Cut to about a quarter of the way through the record, on the somber “Ode To Destruction”, a track that slowly builds from a melancholy piano chord progression before exploding into an ethereal garage-rock/post-punk dialogue that reflects so deeply inward that it feels like a knife to the chest. “May wish I’d disappear, let the record slow/As the distance grows, it’s like I always feared/I never gave enough and never wanted to/But still I think of you/Would you waste some time on me?/Am I a waste of time?” Iero metaphorically cuts himself open on Barriers. I realized a quarter of the way through the album that out of eleven to twelve releases throughout his career in multiple bands, Barriers places Iero front and center, his lyrics exposing himself like a raw nerve, and bringing forth by far the most honest and vulnerable material he’s ever written.
Known for “reinventing” himself with each lineup, Iero dubbed this project as “Frank Iero and the Future Violents” (with a band rounded out by Evan Nestor, Matt Armstrong, Tucker Rule, and Kayleigh Goldsworthy.) Barriers was produced by Steve Albini, a producer who has amassed a discography worthy of the highest honors, with albums under his belt like Surfer Rosa (Pixies) and In Utero (Nirvana). Albini’s influence is evident throughout the fourteen tracks that comprise Barriers, each song cut in a way that puts the rawness and vulnerability front and center without diminishing the quality. Iero’s vocals are not pop-perfect, and that individuality makes each song stand out spectacularly among the polished vocal stylings that are commonplace in today’s alternative landscape.

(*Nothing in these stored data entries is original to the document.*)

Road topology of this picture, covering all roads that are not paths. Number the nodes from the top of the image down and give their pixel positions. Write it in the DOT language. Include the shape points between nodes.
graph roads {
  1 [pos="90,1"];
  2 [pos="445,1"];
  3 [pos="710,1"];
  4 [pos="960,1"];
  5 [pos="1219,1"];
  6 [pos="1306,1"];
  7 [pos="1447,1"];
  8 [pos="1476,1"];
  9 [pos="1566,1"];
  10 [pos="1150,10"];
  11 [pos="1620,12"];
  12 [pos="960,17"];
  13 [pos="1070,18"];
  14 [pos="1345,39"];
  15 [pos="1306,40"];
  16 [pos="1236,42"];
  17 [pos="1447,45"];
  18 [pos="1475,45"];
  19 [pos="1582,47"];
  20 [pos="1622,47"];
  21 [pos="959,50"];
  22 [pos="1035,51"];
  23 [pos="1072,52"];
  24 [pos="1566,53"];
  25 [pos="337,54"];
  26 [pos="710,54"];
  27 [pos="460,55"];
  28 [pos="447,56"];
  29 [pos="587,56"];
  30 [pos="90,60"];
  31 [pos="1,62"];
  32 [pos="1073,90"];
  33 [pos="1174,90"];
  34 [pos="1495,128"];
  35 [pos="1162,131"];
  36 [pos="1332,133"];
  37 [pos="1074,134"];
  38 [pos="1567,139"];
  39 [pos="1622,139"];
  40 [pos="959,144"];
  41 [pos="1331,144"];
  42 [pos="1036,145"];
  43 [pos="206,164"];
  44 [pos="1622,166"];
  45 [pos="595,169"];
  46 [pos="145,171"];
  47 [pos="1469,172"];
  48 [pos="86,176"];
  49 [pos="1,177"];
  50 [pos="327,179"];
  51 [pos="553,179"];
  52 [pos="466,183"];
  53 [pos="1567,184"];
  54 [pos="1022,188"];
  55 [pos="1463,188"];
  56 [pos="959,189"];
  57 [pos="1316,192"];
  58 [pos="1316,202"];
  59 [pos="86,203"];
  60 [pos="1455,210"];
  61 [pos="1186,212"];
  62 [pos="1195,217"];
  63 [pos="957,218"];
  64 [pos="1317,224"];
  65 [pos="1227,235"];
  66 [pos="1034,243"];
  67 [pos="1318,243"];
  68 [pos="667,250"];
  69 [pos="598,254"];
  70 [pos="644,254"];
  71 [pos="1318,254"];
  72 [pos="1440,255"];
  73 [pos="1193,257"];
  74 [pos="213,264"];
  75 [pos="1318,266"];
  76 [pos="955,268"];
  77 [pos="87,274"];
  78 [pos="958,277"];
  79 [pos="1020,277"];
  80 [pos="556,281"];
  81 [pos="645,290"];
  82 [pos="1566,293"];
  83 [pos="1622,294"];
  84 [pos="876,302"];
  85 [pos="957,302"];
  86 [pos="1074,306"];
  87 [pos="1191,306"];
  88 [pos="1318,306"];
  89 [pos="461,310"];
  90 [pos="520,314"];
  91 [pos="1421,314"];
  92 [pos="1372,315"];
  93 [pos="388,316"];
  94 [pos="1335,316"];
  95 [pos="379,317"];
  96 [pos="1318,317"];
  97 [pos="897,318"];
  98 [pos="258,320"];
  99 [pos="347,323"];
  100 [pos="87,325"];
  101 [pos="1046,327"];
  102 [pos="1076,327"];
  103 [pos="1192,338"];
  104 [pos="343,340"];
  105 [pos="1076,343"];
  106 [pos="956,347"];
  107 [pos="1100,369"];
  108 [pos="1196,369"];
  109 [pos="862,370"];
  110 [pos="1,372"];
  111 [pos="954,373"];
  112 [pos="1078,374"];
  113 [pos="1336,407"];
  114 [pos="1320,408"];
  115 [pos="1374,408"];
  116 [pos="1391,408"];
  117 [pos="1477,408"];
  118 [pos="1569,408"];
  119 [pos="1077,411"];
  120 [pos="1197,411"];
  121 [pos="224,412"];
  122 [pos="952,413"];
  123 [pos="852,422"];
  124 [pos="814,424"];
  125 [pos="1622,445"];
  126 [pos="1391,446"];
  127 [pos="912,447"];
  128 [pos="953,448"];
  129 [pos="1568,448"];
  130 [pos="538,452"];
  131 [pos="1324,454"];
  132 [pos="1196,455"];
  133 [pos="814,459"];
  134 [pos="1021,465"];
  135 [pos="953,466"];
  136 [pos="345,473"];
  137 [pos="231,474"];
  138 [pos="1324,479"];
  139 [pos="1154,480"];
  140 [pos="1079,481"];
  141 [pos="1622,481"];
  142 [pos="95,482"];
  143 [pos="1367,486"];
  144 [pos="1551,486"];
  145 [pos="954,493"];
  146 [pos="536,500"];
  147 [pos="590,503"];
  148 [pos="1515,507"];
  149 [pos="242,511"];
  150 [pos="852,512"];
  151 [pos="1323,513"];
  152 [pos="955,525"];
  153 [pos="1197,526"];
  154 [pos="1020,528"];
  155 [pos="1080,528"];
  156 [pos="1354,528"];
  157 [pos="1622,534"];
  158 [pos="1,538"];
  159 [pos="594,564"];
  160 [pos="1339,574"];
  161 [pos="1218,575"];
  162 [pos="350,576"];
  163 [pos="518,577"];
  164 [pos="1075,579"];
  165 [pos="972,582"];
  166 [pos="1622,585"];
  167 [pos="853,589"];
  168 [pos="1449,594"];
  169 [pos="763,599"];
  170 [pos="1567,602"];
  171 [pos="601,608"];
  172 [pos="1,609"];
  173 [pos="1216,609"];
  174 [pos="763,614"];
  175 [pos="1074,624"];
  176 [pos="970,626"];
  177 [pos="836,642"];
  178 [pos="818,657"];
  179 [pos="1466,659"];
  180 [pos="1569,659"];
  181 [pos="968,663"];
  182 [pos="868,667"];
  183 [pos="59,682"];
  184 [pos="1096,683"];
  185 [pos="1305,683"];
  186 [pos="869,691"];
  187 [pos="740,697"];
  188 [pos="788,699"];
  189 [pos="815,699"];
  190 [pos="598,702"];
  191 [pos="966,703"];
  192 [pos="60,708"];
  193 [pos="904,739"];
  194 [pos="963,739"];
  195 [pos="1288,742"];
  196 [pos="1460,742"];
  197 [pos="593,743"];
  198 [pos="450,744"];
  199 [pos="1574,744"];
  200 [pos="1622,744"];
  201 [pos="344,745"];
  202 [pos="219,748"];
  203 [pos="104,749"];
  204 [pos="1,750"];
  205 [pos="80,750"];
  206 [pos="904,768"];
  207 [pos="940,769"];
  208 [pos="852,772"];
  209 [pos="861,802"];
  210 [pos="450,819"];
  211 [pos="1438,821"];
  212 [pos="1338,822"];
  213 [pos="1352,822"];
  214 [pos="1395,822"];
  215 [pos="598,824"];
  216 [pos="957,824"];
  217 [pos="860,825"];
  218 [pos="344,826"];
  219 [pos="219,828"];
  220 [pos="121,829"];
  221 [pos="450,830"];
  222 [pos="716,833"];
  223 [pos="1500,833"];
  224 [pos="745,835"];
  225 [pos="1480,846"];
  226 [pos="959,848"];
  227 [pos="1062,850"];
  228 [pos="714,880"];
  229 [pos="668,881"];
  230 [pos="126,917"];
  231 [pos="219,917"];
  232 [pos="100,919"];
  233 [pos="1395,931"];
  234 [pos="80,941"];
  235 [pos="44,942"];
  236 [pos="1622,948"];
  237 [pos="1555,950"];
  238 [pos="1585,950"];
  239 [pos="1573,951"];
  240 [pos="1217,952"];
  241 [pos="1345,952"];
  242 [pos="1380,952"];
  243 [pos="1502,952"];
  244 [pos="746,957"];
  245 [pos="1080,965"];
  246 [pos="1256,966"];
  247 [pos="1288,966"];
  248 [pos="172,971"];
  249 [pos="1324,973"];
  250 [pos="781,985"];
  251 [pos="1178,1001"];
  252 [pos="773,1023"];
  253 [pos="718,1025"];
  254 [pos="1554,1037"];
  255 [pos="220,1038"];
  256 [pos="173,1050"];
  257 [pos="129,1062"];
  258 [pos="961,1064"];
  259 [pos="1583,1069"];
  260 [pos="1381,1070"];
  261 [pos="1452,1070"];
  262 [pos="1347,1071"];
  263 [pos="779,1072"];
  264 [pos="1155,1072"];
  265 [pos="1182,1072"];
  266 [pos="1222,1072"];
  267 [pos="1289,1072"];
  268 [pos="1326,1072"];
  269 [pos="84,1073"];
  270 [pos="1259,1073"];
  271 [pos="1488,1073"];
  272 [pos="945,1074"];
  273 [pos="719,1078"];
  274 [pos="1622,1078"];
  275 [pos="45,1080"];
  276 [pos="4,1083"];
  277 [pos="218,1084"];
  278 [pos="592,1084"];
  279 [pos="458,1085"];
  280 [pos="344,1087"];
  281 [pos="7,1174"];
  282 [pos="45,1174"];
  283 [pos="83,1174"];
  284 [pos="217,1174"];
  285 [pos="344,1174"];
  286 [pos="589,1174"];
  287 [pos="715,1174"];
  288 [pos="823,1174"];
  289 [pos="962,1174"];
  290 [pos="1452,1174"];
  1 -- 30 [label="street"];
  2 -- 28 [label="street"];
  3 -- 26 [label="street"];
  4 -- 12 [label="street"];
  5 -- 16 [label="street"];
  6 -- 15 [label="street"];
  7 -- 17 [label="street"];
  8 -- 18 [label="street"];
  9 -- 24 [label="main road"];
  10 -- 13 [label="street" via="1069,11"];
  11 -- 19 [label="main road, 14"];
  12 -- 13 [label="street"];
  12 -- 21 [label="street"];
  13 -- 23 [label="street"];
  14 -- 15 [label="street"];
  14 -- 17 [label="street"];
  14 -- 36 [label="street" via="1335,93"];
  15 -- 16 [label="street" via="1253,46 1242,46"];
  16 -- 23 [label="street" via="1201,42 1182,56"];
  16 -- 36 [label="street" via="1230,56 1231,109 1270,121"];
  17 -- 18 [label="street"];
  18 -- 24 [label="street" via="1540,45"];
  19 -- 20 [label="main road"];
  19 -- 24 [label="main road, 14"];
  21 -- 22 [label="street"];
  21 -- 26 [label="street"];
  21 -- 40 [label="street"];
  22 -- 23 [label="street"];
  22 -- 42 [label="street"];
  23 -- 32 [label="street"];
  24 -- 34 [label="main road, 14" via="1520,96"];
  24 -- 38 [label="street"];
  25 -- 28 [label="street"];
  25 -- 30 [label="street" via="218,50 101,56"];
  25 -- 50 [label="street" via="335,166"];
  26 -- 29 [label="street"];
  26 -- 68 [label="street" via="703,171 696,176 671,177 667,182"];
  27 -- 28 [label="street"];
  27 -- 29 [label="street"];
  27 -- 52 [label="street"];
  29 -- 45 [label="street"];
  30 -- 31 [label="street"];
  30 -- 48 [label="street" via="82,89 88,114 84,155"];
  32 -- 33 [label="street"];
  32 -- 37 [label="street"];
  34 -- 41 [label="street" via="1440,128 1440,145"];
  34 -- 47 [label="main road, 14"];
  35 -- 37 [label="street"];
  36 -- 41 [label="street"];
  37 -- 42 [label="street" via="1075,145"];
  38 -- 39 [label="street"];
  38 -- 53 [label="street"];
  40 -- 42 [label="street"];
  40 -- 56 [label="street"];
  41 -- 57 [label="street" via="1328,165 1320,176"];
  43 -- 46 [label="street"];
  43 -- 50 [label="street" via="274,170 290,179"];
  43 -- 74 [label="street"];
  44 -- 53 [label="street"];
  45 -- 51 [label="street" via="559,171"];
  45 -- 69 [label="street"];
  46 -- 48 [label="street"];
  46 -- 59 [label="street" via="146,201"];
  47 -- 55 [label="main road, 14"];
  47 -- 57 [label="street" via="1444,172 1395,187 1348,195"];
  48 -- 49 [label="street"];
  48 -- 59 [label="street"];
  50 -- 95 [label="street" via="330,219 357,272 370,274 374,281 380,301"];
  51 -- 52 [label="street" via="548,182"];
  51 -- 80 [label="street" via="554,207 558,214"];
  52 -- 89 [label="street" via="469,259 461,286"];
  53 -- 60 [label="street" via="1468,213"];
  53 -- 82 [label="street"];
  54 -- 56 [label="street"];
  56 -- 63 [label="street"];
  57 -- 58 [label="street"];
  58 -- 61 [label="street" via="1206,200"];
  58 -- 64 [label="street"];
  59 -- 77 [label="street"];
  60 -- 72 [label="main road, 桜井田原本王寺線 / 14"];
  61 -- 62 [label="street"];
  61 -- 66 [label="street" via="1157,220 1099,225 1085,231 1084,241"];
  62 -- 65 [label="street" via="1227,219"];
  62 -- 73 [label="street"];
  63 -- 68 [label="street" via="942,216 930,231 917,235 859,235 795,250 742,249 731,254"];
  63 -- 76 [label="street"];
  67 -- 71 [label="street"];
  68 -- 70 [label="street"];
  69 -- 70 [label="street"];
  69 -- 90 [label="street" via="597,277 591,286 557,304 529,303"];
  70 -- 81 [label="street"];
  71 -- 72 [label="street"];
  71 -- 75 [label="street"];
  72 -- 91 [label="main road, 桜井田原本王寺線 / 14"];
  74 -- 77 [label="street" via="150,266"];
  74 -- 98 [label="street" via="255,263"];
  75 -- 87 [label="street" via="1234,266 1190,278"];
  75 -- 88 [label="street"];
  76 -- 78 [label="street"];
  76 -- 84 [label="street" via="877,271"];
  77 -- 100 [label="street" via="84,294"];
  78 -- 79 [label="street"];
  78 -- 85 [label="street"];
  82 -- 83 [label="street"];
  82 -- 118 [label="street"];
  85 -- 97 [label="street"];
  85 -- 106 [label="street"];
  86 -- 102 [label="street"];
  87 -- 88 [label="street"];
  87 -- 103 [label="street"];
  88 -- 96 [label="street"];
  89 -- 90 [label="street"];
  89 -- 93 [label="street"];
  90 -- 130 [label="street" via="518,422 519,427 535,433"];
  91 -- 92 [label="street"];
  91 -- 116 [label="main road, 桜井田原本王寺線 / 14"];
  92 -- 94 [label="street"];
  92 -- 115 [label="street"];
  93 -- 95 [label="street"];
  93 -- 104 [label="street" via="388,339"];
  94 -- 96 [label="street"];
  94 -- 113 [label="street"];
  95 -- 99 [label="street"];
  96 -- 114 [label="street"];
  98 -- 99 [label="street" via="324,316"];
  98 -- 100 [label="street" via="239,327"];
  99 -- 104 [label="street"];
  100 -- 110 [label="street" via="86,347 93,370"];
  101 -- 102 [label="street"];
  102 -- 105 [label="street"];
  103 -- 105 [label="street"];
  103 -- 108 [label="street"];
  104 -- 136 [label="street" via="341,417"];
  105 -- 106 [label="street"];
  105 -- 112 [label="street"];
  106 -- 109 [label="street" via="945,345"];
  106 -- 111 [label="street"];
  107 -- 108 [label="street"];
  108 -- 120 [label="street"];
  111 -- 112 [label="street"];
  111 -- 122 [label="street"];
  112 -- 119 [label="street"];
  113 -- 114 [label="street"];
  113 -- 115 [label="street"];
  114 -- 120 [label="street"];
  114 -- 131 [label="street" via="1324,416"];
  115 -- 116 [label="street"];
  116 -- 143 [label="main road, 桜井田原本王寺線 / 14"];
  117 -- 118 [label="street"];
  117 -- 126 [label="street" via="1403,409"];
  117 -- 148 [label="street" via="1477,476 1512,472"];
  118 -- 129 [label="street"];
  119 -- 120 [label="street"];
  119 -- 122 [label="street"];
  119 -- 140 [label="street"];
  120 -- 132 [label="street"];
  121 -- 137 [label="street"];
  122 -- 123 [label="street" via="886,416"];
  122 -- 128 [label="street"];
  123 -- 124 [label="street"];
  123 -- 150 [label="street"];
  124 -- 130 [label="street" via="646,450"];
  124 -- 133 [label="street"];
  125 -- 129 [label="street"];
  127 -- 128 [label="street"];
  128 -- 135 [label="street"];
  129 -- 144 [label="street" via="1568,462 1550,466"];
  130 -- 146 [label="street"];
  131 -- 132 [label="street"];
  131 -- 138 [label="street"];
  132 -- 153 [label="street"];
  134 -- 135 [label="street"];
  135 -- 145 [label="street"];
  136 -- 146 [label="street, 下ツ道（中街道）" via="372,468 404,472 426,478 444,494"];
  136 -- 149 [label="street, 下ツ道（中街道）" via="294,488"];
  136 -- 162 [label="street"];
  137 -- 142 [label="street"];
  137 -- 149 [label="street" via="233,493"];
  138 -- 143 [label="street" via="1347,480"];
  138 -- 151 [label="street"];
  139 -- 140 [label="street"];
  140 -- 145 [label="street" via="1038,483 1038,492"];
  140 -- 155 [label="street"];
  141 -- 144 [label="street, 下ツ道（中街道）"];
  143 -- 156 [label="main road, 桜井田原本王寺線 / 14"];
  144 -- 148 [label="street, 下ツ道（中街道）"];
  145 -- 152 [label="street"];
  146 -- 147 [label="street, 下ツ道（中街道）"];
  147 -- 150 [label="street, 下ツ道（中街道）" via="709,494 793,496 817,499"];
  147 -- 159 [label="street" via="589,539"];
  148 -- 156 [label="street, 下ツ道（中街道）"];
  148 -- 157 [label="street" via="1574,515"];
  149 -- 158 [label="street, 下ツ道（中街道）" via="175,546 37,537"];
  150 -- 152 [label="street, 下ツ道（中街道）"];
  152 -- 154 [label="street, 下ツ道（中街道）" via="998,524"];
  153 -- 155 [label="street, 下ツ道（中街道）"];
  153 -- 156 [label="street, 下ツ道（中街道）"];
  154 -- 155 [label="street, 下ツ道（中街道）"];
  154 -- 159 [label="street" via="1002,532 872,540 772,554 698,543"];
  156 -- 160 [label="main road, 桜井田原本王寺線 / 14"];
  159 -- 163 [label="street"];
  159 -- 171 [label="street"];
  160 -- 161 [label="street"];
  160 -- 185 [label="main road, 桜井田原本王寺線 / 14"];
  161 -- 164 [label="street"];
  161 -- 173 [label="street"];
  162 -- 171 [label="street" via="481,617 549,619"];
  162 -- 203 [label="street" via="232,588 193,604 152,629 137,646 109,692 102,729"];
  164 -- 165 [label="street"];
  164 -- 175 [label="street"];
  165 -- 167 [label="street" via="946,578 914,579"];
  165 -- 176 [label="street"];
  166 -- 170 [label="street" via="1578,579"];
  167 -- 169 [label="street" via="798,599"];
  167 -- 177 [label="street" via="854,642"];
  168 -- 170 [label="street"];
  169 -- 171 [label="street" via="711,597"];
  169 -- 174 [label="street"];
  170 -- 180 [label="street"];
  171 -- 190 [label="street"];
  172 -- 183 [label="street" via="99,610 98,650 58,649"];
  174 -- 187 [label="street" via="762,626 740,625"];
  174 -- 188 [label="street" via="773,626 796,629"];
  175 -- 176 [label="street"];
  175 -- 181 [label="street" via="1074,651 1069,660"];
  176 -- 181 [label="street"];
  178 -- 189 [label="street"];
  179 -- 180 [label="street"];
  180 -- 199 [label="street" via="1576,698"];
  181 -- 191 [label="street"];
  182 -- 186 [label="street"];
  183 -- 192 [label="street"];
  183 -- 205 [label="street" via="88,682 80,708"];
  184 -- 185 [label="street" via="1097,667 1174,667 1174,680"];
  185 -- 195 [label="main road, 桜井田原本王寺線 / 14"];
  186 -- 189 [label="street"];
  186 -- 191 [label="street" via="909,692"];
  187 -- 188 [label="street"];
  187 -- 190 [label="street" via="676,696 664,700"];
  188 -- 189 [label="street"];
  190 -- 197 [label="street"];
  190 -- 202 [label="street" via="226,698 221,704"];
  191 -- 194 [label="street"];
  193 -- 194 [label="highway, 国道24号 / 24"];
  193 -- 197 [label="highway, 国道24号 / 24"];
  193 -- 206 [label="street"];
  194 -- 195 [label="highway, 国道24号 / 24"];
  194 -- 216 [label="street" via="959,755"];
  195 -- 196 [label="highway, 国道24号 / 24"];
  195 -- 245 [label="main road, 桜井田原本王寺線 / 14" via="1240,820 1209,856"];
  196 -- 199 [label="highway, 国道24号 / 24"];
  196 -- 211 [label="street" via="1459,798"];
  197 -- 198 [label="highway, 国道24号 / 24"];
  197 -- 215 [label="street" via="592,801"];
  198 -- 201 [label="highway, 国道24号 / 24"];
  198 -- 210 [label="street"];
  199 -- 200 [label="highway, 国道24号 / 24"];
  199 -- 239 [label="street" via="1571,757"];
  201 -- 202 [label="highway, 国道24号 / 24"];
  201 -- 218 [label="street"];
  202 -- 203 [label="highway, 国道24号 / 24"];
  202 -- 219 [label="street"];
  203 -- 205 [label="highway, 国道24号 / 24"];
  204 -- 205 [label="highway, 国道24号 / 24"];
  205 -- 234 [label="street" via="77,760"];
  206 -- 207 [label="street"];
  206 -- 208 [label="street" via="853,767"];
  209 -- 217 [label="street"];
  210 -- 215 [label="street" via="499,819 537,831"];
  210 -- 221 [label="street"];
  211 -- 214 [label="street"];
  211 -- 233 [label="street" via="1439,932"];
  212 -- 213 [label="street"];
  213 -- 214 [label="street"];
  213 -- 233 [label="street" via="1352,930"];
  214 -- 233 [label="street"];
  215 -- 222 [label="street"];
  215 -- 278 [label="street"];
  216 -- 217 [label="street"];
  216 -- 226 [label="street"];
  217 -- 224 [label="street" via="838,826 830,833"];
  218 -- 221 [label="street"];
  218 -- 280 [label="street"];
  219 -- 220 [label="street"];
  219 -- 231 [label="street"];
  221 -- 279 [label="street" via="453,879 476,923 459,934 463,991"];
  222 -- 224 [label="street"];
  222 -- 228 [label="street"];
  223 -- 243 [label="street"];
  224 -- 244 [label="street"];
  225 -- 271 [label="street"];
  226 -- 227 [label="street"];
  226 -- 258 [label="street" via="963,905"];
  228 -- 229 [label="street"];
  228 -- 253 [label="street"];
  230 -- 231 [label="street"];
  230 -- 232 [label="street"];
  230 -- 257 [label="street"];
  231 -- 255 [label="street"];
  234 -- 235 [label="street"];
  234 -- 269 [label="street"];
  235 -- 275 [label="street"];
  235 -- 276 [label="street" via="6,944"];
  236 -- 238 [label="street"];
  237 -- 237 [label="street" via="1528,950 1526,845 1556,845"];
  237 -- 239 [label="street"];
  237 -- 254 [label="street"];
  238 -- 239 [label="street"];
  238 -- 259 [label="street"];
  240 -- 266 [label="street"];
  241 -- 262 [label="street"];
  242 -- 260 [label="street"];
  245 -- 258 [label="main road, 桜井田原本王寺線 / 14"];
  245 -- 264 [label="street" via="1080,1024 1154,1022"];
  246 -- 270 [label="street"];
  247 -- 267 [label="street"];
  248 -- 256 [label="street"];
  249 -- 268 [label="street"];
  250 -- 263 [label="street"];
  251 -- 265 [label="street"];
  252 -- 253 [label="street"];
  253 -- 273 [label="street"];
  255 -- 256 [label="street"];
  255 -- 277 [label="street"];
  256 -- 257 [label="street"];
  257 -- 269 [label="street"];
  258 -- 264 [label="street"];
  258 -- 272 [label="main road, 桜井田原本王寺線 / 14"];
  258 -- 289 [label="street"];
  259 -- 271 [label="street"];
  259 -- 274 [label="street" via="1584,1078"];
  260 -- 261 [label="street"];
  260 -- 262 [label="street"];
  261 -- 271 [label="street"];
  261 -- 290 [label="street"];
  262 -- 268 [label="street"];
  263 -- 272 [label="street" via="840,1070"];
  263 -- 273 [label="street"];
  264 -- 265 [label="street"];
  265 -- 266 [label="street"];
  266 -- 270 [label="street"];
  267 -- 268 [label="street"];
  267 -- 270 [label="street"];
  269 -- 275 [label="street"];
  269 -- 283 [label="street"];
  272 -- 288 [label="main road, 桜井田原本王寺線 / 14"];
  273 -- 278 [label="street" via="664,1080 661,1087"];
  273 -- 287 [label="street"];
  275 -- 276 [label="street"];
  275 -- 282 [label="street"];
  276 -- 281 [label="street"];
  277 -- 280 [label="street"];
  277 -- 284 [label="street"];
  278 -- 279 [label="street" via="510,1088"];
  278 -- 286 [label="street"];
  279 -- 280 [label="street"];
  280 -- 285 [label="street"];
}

Bleak moments piece together Barriers, yet this is where it gets its strength; Iero plays off of the initial fear that he had about writing these songs (as stated in previous interviews). He screams through pain on “Fever Dream” (I bask in silence, want you to notice/simple yet complex, ventricle taste test/I’m on that side eye, black heart and tongue tied/I’m old and loaded, I want everything you fuckin’ got). He unleashes himself in an unabashedely punk rock approach on “Moto Pop” (“I’m scared of shadows from my past/They’re loomin’ large until there’s light/And I can see the birds of prey circlin’ overhead/They might strip our bones and I might long for it”).
The album is structured in such a way that it upsurges and culminates in a foolproof manner. “A New Day’s Coming” builds up slowly before launching into “Young And Doomed”. What follows is a ride on a trail of peaks and valleys that covers the scope of Iero’s struggles, his darkness, things he’s found himself terrified of writing about for years. The album’s speed hits the apex with “Moto Pop” and “Medicine Square Garden” before venturing back down and landing at the bottom of the mountain with an almost Nirvana-esque conclusion, “24k Lush”. While sadder in tone, the song resolutely offers a glimmer of hope (“Raise my arms to the sky for once. I’m gold/No, I won’t give you up. I can’t let you down any more than I have.”)
The last few years may have been tough for Iero, but Barriers is a strong indication that he won’t be giving up any time soon. And we love that. Tonight, we’re gold.